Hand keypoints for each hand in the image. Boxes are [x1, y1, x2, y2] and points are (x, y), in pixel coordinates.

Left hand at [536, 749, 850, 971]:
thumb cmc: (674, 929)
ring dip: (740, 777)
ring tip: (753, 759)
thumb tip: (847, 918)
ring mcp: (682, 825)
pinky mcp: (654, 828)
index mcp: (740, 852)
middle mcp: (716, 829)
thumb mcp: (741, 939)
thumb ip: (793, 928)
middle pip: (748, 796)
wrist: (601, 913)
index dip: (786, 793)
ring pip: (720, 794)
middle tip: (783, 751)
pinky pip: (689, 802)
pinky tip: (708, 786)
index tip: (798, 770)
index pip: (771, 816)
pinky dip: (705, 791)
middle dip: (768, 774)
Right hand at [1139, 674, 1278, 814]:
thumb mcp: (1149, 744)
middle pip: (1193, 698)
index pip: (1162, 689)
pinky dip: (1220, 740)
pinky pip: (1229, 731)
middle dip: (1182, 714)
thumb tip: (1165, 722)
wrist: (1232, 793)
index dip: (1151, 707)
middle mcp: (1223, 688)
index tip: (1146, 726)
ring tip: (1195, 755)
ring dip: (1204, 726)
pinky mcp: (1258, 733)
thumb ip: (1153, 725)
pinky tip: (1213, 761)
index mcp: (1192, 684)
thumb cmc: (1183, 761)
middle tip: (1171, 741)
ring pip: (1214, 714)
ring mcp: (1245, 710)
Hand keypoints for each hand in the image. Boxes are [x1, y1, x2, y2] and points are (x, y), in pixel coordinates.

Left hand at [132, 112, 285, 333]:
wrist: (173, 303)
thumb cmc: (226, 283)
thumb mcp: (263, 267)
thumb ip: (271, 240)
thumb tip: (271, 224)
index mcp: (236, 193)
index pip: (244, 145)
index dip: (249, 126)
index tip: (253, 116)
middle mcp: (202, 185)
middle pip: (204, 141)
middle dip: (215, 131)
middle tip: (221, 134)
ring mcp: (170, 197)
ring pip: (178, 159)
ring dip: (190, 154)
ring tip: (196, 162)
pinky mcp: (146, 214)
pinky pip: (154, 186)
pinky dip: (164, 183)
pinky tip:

┄┄┄┄┄┄┄┄┄┄┄┄┄┄┄┄┄┄┄┄

_YOUR GOAL:_ Copy the lines of the data above exactly as written, beginning with the line containing "middle tip: (1171, 741)" and ending with the line containing "thumb ip: (271, 240)", and leave out all other lines.

_SOLUTION:_
middle tip: (1171, 741)
ring pip: (1214, 714)
ring mcp: (1245, 710)
Hand keypoints for each hand in the image. Boxes are [x1, y1, x2, y2] and points are (x, y), in pixel coordinates.

Left hand at [132, 112, 285, 333]:
wrist: (173, 303)
thumb cmc: (226, 283)
thumb mcp: (263, 267)
thumb ip: (271, 240)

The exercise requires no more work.